Re: Collections API timeout

2019-06-10 Thread Софія Строчик
Yes, I've checked them and all nodes are pointing to the sme IP and the
same port (2181). Also all of them are visible in the SolrCloud Graph
section so this would mean they are part of the same cloud.

Largest file is solrconfig which is 58K so this shouldn't be a problem
either.
The potential problem I see is one of the nodes which is loading cloud info
(specifically the *Tree *section) slower than the others.
It reaches the admin interface timeout and displays the "Connection to Solr
lost" message when accessed from UI.
But the same request
(http://ip:port/solr/admin/zookeeper?_=1560198364377=json)
works if issued from comand line.

I've checked the logs of the corresponding instance and can see entries
like this on startup:
2019-06-10 20:26:17.061 ERROR (qtp1335503880-18) [   ]
o.a.s.c.c.ZkStateReader Collection collection2 is not lazy or watched!
The other instances don't have these messages so maybe it is related to the
loading issue, but I'm also not sure about this because I can't find any
further information on this error.

пн, 10 черв. 2019 о 22:05 Erick Erickson  пише:

> Hmmm, I didn’t really look carefully at the end of your e-mail. There not
> being an /overseer znode _looks_ like one or more of your Solr nodes isn’t
> connecting to the proper ZooKeeper ensemble.
>
> bq. All of the instances are able to talk to zookeeper (they are
> >
> >>> displayed as active in the SolrCloud view, so they must be able to
> >> connect,
> >>> right?).
>
> Well, maybe or maybe not. The particular Solr node that you’re working on
> can see ZK, true. But are all of them looking  at the _same_ ensemble? Are
> any of the Solr nodes somehow  running with embedded ZooKeeper through a
> typo or something?

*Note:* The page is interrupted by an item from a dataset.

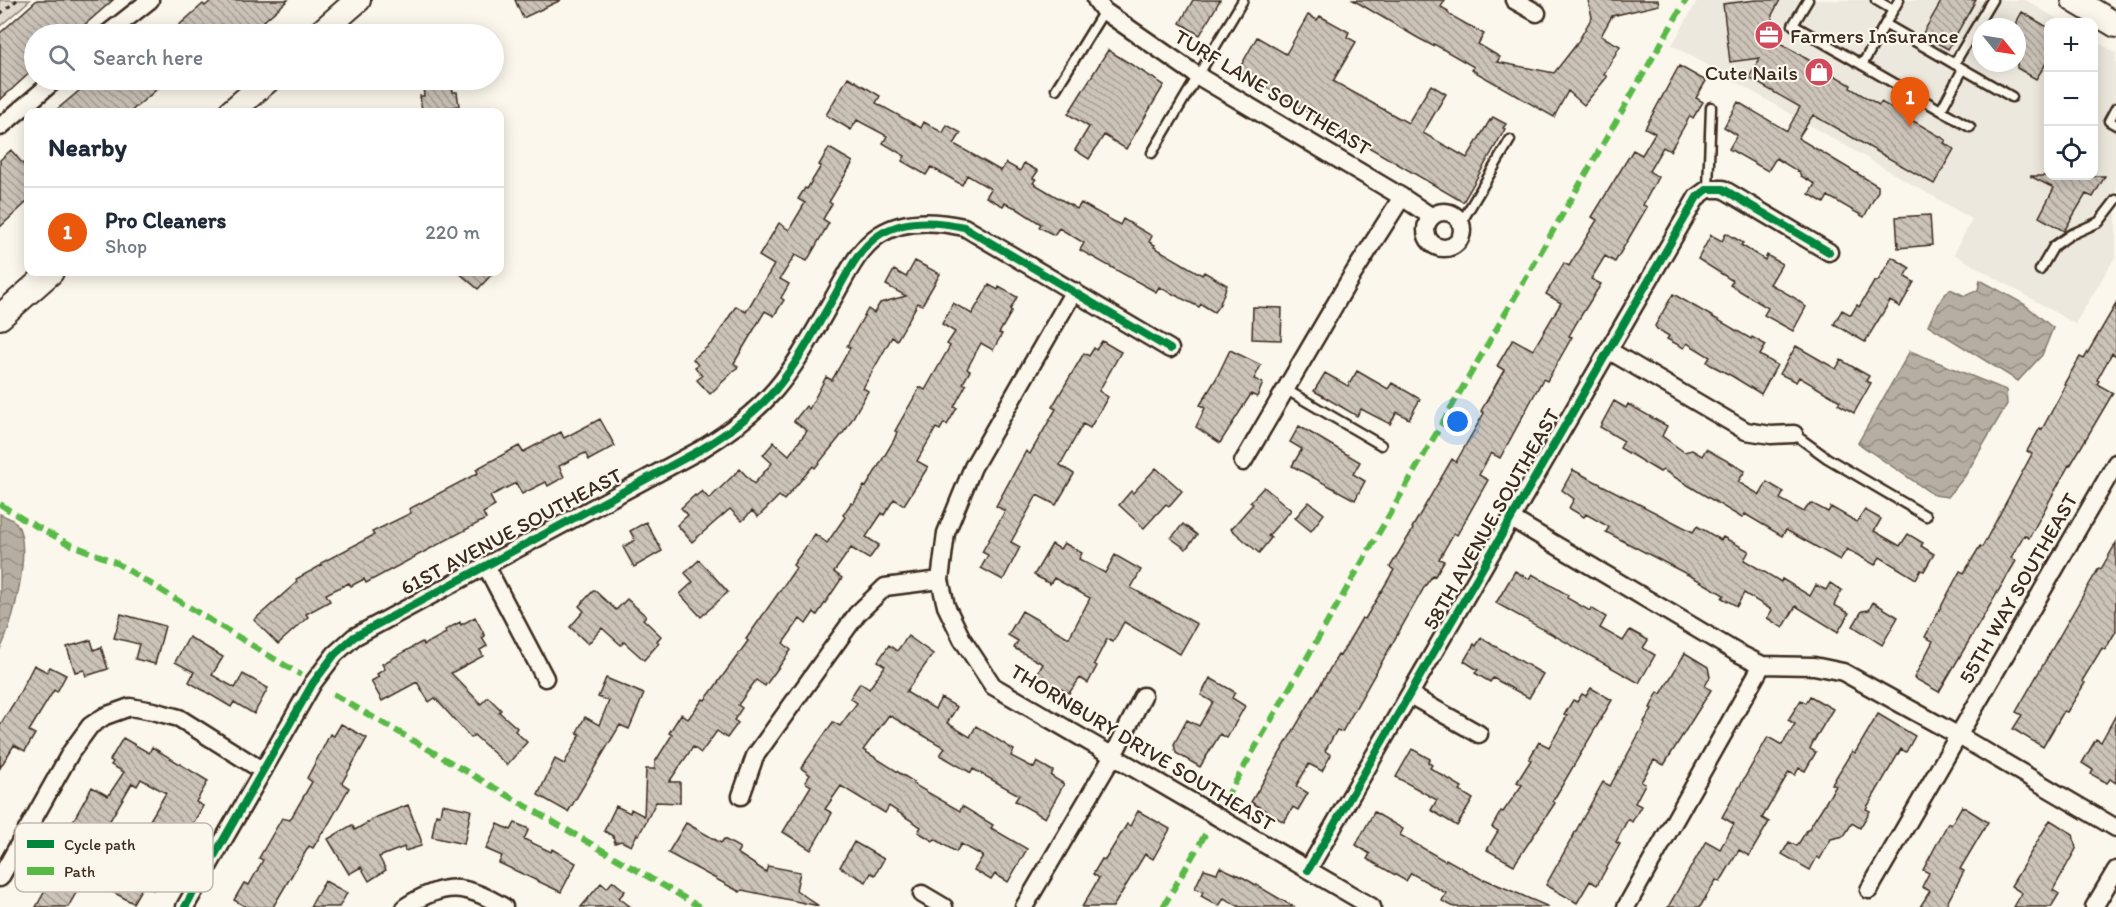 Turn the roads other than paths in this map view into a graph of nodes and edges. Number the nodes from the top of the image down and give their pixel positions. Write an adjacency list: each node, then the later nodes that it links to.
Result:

And since that’s in the  ZooKeeper log, is the ensemble
> properly configured?  For troubleshooting _only_, I might go back to a
> single ZK instance just long enough to eliminate that possibility.
>
> bq. o.a.s.s.SolrDispatchFilter Could not consume full client request
> >>> org.eclipse.jetty.io.EofException: Early EOF
>
> This usually indicates either massive requests or a mis-configured jetty
> such that the request size exceeds the max allowed. There are  a few
> settings that can be extended, but this is pretty unusual. Unless you have
> lots and lots and lots of nodes, the request size should be reasonably
> small.
>
> Hmmm, do you  have any massive files in your config (schema, solrconfig,
> synonym files, etc?)? There is a 1M default limit on the size of files,
> perhaps you’re exceeding that. One test would be to use a minimal configset
> to see if that encounters the same issue.
>
> Best,
> Erick
>
>
> > On Jun 10, 2019, at 11:51 AM, Софія Строчик  wrote:
> >
> > Hi Erick, thanks for your reply!
> >
> > I didn't mention it but we have tried async requests. Then it does not
> time
> > out of course, but instead appears to run indefinitely, with
> REQUESTSTATUS
> > response like this:
> > {
> >  "responseHeader":{
> >"status":0,
> >"QTime":1},
> >  "status":{
> >"state":"submitted",
> >"msg":"found [123] in submitted tasks"}}
> >
> > These requests then pile up in zookeeper's collection-queue-work without
> > ever moving to the completed or failed status.
> >
> > While I guess some operations are expensive and can run for a long time,
> it
> > doesn't seem likely that all of these have to take hours (without high
> load
> > on any of the servers!)
> >
> > Maybe you have any other suggestions because this one doesn't seem to be
> > the case :(
> >
> > пн, 10 черв. 2019 о 21:14 Erick Erickson  пише:
> >
> >> Certainly at times  some things  just  take a  long time. The 180
> >> second timeout is fairly arbitrary.
> >> GC pauses, creating a zillion replicas etc. can cause timeouts like
> >> this to be exceeded.
> >>
> >> Rather than rely on lengthening some magic timeout value and hoping, I
> >> suggest you use
> >> the async option, see:
> >> https://lucene.apache.org/solr/guide/7_3/collections-api.html
> >>
> >> Then you need to periodically check the status of that job to see the
> >> completion status.
> >>
> >> Do note  this bit in particular:
> >>
> >> As of now, REQUESTSTATUS does not automatically clean up the tracking
> >> data structures...
> >>
> >> in the  link above.
> >>
> >> Best,
> >> Erick
> >>
> >> On Mon, Jun 10, 2019 at 11:07 AM Софія Строчик 
> wrote:

Re: Collections API timeout

2019-06-10 Thread Софія Строчик
Hi Erick, thanks for your reply!

I didn't mention it but we have tried async requests. Then it does not time
out of course, but instead appears to run indefinitely, with REQUESTSTATUS
response like this:
{
  "responseHeader":{
"status":0,
"QTime":1},
  "status":{
"state":"submitted",
"msg":"found [123] in submitted tasks"}}

These requests then pile up in zookeeper's collection-queue-work without
ever moving to the completed or failed status.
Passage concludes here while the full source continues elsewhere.